If that possession with DeMar had gone differently, if he had been able to drive down the baseline, draw some defenders and find Forbes open for a game tying three at the elbow, then maybe we would all feel a little better about the direction the Spurs were heading in. Maybe they would’ve gone to overtime and maybe they would’ve pulled out a win. It wouldn’t really have changed things though. The game was still the game and the Spurs are still trying to work things out.

That being said, if the Spurs could manage to log a win here pretty soon I’d really appreciate it.


  • Until it stops being true, I might just start having to copy and paste the stat about how the Spurs have only won one game this year in which LaMarcus Aldridge has scored less than 20 points. We knew this before the season, but the biggest challenge facing the Spurs coaching staff right now is figuring out a way for DeRozan and Aldridge to both have big offensive nights. They tried feeding Aldridge the ball a lot early to get him going, but that’s not going to be the answer long term. Those two can’t just come down the court and alternate possessions. There has to be a flow to the offense and, even when the offense does roar to life like it did at times in this game, Aldridge continues to look more like a fancy utility part instead of a key cog in the machine. I don’t think it’s hyperbole to say that this is the most important problem facing the Spurs right now and whether or not they can fix it has implications far beyond this current season.
  • The killer 4th quarter turnover aside, DeMar was amazing tonight. He really just makes offense out of nothing by probing the defense, finding holes and generally creating chaos for the other team.

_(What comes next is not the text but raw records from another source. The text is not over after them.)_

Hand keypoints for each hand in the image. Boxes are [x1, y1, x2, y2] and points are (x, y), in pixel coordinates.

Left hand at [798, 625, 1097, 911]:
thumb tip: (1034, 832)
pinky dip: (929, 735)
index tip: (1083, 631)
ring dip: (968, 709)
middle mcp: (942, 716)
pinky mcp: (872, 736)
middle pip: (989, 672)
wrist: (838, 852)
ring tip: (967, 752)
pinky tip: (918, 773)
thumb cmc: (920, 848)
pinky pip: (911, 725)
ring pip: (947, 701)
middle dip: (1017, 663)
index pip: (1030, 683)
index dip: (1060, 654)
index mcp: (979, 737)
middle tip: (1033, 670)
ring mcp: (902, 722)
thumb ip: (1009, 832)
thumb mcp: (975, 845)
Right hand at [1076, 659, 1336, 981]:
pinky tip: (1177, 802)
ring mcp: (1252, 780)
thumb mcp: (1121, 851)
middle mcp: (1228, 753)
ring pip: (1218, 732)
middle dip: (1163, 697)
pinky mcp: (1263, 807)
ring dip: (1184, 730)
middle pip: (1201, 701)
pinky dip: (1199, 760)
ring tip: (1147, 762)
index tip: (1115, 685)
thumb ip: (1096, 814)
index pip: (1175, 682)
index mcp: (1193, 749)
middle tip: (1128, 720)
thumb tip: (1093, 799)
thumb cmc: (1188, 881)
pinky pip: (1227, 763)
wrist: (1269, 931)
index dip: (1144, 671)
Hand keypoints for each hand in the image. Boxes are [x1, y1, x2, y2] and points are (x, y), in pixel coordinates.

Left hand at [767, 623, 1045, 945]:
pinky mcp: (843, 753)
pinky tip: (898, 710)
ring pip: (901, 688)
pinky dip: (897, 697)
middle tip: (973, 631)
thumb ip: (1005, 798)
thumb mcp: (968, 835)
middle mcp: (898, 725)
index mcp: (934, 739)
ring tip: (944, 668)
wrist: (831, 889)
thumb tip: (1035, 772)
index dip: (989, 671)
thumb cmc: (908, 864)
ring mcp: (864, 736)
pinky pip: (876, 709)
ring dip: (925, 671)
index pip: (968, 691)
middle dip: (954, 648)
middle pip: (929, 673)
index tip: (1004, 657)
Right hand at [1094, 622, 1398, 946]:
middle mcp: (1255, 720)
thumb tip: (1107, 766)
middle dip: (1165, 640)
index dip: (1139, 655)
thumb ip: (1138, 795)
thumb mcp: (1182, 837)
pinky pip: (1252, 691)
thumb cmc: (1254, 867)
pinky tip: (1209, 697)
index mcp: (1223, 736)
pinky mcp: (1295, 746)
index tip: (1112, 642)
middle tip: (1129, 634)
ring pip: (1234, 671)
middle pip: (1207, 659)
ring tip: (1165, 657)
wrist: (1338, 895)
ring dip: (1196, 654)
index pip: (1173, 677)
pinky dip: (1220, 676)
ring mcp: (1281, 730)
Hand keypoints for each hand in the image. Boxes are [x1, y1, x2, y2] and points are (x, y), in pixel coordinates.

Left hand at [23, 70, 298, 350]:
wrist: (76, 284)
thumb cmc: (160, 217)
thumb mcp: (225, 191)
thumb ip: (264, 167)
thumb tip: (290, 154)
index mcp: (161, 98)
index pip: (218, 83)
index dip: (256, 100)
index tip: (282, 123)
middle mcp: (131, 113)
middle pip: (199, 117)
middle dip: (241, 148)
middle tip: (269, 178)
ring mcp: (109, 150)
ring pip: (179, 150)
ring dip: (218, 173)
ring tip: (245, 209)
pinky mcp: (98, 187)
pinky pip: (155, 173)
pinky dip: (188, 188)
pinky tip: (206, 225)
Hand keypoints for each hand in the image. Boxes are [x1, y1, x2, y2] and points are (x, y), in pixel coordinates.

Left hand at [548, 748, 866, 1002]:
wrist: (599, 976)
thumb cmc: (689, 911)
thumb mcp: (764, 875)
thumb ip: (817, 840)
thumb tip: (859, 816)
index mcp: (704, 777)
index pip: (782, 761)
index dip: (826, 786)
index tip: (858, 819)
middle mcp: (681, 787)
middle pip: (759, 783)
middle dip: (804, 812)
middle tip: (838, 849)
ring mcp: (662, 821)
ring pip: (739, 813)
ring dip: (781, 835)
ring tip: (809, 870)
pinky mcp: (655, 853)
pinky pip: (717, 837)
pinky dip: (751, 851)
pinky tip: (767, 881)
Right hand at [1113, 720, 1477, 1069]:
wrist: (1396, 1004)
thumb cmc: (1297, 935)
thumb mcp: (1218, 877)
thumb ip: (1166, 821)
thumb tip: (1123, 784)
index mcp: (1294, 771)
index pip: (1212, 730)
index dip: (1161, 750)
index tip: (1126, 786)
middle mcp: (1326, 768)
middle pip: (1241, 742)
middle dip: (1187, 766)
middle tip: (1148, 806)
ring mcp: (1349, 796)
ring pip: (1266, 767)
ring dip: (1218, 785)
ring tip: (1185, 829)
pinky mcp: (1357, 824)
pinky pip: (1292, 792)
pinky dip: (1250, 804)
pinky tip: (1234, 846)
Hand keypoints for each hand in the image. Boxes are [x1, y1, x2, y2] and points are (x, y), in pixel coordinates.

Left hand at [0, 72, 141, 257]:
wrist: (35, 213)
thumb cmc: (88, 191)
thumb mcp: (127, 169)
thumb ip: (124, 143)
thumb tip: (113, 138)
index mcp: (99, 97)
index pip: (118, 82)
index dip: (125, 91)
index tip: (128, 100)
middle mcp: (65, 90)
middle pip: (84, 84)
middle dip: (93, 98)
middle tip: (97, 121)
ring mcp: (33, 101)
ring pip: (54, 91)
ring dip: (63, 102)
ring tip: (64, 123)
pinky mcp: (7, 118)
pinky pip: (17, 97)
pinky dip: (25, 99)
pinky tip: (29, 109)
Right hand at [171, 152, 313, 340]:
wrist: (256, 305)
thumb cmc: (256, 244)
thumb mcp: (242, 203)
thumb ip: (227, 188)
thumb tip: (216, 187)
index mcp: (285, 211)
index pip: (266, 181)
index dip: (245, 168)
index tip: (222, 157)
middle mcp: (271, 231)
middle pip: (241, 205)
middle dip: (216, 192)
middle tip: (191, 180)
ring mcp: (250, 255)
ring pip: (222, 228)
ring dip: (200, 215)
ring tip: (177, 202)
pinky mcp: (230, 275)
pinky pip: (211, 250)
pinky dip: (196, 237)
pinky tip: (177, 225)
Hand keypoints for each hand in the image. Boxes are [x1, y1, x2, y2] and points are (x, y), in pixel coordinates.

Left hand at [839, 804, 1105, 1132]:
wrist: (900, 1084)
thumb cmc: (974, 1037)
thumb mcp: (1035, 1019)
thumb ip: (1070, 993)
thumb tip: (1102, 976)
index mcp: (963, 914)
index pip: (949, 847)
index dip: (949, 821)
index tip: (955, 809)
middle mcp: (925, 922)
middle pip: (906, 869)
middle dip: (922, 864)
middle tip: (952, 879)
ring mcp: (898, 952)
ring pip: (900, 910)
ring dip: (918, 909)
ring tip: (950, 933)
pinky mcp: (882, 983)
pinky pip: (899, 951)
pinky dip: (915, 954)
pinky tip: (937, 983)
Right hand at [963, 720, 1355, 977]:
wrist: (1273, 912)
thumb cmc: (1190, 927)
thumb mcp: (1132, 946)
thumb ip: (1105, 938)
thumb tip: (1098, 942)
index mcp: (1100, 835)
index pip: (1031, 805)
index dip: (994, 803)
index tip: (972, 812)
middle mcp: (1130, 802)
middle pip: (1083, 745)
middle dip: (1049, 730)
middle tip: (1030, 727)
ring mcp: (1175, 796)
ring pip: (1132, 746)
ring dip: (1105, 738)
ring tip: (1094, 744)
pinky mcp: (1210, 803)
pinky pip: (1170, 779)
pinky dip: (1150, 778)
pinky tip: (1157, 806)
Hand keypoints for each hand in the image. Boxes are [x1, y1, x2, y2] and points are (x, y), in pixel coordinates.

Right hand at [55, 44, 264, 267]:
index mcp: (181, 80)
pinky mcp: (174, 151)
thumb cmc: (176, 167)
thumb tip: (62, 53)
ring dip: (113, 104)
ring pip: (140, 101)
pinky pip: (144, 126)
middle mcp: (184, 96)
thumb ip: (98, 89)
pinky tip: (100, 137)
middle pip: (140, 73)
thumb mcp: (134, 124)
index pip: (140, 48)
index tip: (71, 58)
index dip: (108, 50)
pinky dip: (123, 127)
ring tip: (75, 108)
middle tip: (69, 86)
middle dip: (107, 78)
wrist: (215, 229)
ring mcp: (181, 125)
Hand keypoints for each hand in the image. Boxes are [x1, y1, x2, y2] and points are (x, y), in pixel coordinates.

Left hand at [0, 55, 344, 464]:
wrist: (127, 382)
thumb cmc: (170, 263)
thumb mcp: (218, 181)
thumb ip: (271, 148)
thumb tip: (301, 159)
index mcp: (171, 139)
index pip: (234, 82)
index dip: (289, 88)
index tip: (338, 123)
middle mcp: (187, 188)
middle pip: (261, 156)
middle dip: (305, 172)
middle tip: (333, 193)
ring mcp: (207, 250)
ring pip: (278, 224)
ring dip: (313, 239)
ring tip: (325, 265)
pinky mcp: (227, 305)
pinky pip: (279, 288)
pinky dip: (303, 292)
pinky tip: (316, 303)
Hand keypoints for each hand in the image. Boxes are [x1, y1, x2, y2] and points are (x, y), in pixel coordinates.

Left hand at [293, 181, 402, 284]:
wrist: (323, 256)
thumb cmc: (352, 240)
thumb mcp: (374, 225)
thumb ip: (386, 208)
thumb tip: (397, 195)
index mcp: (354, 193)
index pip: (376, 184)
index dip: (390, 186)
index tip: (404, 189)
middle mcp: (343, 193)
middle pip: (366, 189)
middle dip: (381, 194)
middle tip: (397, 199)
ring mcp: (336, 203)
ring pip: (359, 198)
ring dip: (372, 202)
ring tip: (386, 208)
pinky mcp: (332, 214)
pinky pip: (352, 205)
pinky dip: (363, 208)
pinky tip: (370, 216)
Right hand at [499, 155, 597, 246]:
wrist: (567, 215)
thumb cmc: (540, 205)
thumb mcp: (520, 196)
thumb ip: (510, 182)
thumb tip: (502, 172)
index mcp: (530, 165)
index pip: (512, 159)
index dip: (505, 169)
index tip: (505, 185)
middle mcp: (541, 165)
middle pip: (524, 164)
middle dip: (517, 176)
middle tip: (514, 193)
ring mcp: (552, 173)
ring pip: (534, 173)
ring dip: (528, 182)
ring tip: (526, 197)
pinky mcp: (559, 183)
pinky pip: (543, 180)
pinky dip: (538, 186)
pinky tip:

I hate that that it seems to be happening more an more recently, but it is sort of exhilarating when the Spurs start to fall behind and he puts on his action movie glasses, says a cool catchphrase, and just takes the team on his motorcycle and rides them out through the raging inferno to safety. I worry about a lot of things with this Spurs team, but it’s comforting that we have at least one constant. DeMar DeRozan is going to get buckets or die trying.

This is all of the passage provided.